2. On a Solaris system, it was noticed that one engine was pegged at 100% while other engines were running at normal levels. dtrace was run against the engine using the dapprof script (which can be found as part of the scripts at System program profiling scripts ). The output showed the following “most used” functions:
CALL COUNT
…
hk_acct_stats_enabled 138
hk_relinquish 138
ind__copy_row 138
lock__remove_cachelock 138
no__data_sargs 138
ubo_init_slotscan_ctx 138
xact_check_detach_timeout 138
xact_getifstarted 138
…
sparclock 12359
ubcheck 137033
ubo_slotscan_getnext 137259
This trace enabled the issue to be identified as known CR 761787 and appropriate action taken.
E. Conclusion
While program profiling may not be a good choice for the first tool used to analyze performance issues, it can be a valuable addition when other tools are not able to pinpoint the problem.

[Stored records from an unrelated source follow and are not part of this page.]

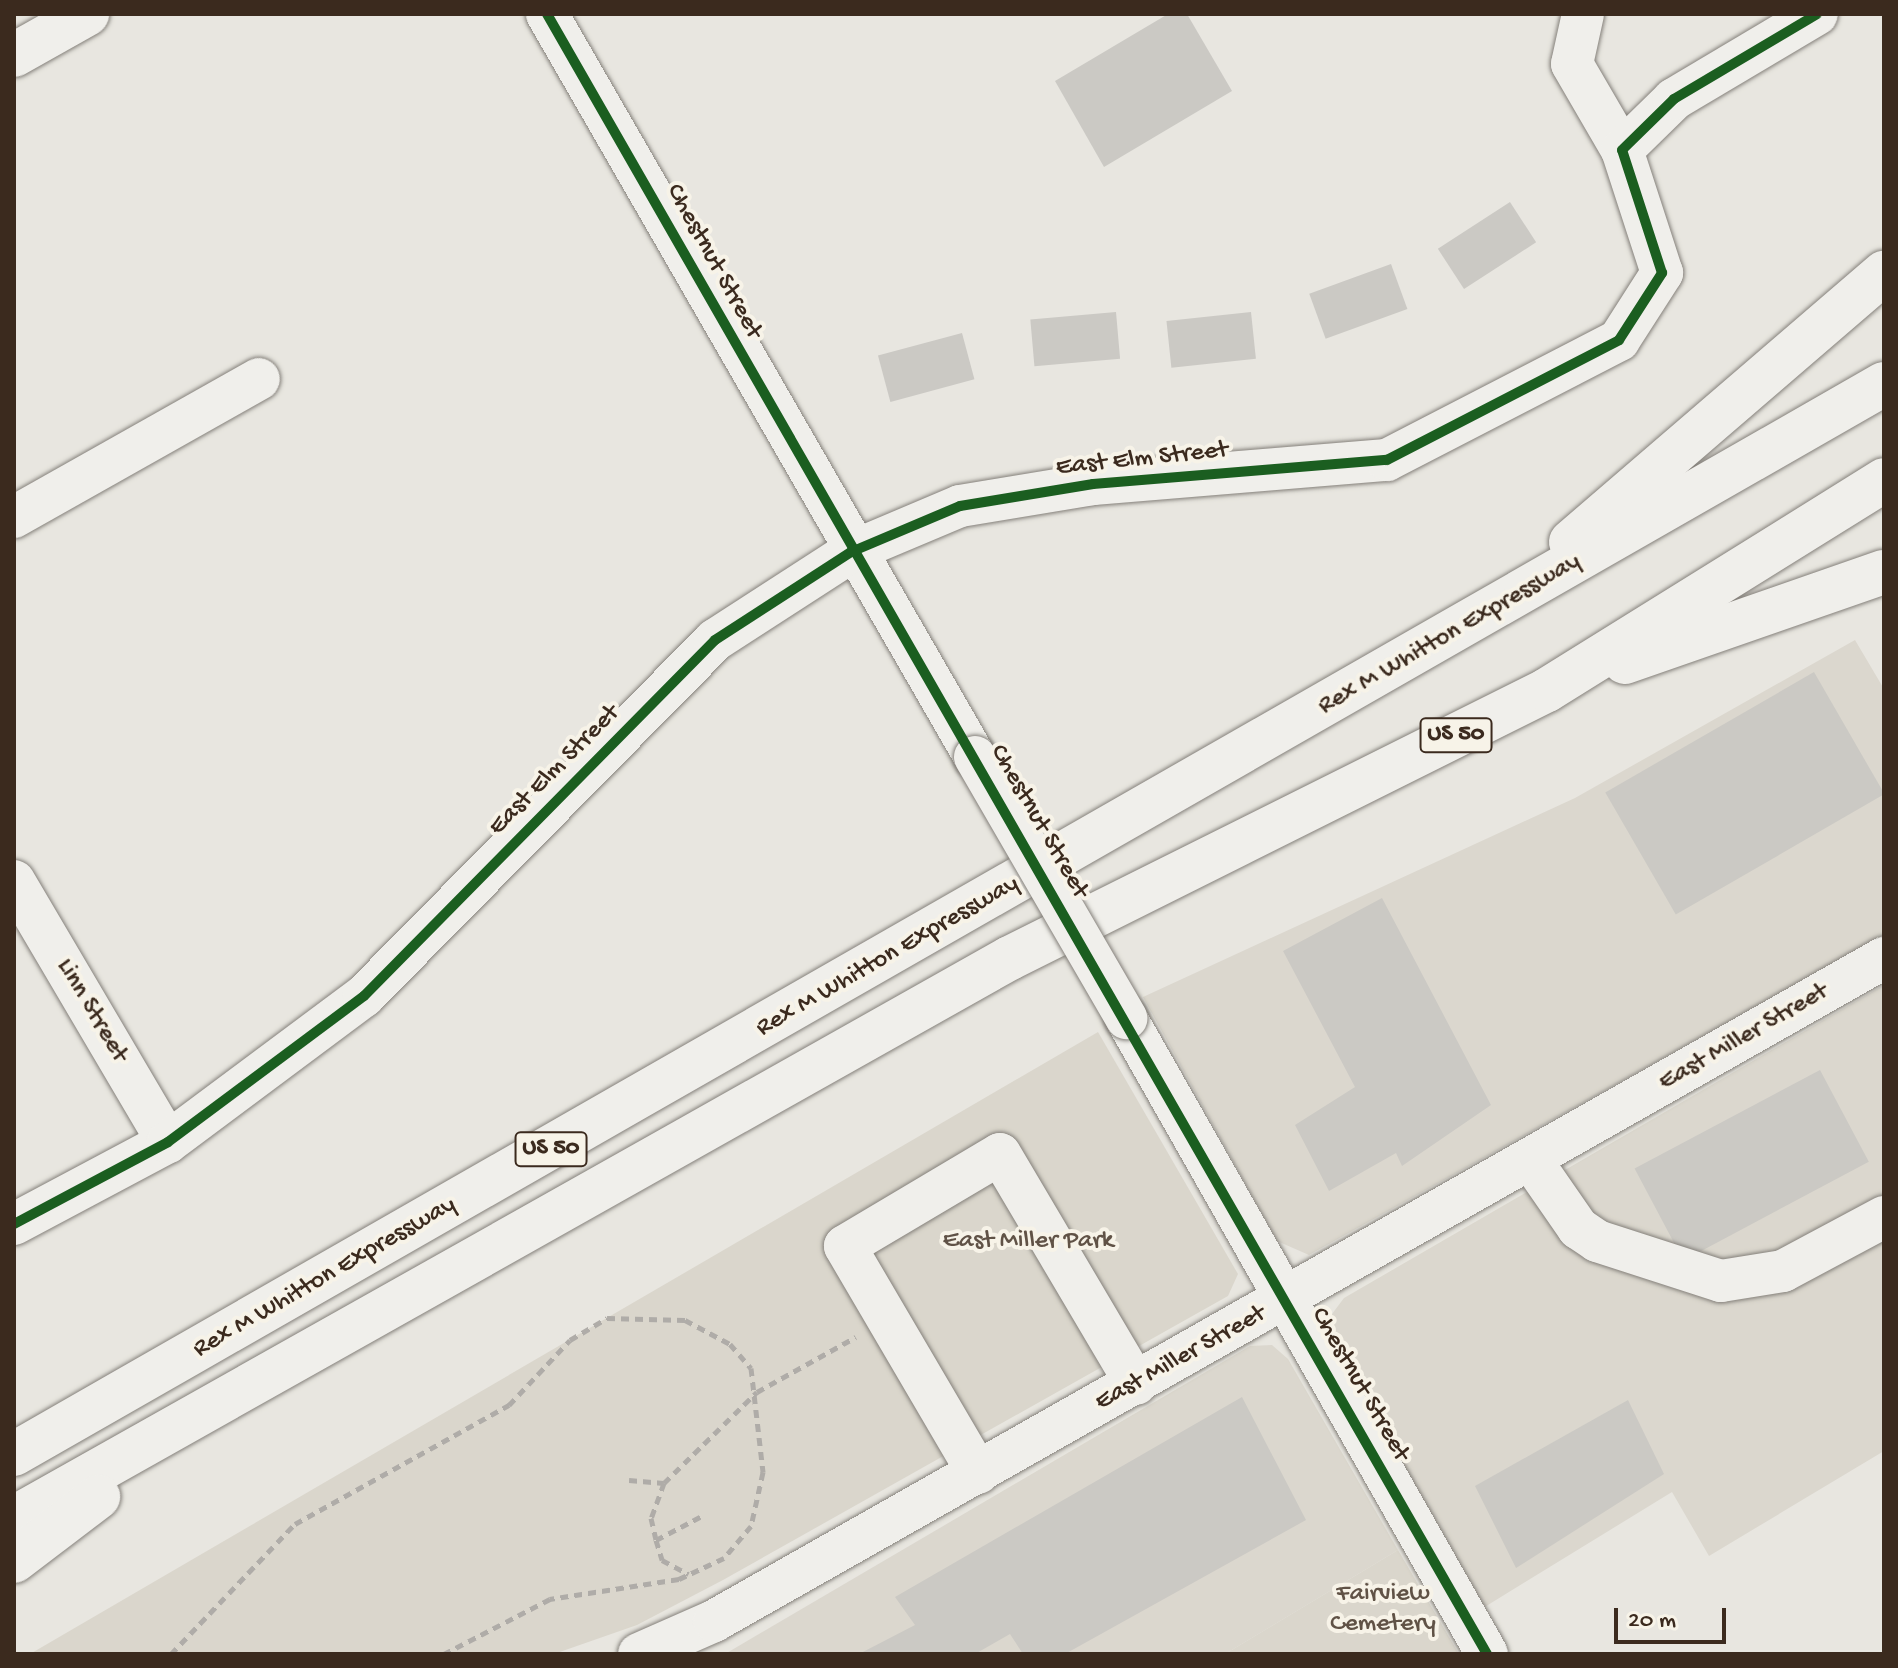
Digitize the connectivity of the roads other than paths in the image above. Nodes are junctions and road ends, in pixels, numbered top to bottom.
1 (87, 14) edge
2 (547, 14) edge
3 (1583, 14) edge
4 (1817, 14) edge
5 (14, 55) edge
6 (1622, 150) junction
7 (1884, 273) edge
8 (259, 379) dead end
9 (1884, 384) edge
10 (1884, 480) edge
11 (14, 517) edge
12 (851, 552) junction
13 (1884, 572) edge
14 (1492, 610) junction
15 (1547, 690) junction
16 (14, 881) edge
17 (1884, 958) edge
18 (168, 1142) junction
19 (1531, 1160) junction
20 (1884, 1217) edge
21 (14, 1224) edge
22 (1285, 1300) junction
23 (1136, 1384) junction
24 (229, 1398) junction
25 (78, 1418) junction
26 (14, 1439) edge
27 (14, 1454) edge
28 (978, 1473) junction
29 (14, 1518) edge
30 (14, 1561) edge
31 (639, 1654) edge
32 (1487, 1654) edge

1 - 5 main road
2 - 12 street, Chestnut Street
3 - 6 street
4 - 6 street
6 - 12 street, East Elm Street
7 - 14 main road
8 - 11 street
9 - 14 main road, Rex M Whitton Expressway / US 50
10 - 15 main road, US 50
12 - 18 street, East Elm Street
12 - 22 street, Chestnut Street, bridge
13 - 15 main road
14 - 25 main road, Rex M Whitton Expressway / US 50
15 - 24 main road, US 50
16 - 18 street, Linn Street
17 - 19 street, East Miller Street
18 - 21 street, East Elm Street
19 - 20 street
19 - 22 street, East Miller Street
22 - 23 street, East Miller Street
22 - 32 street, Chestnut Street
23 - 28 street, East Miller Street
23 - 28 street
24 - 29 main road, US 50
24 - 30 main road
25 - 26 main road
25 - 27 main road, Rex M Whitton Expressway / US 50
28 - 31 street, East Miller Street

By determining which functions are being called the most often you can see where ASE is spending its time, and so decide what steps might be useful in helping reduce CPU usage and improve overall performance.
This is the last of the blogs that I have prepared on system debugging and analysis techniques for ASE on Unix/Linux. I hope they will be useful to you; I would be glad to answer any questions or comments you may have.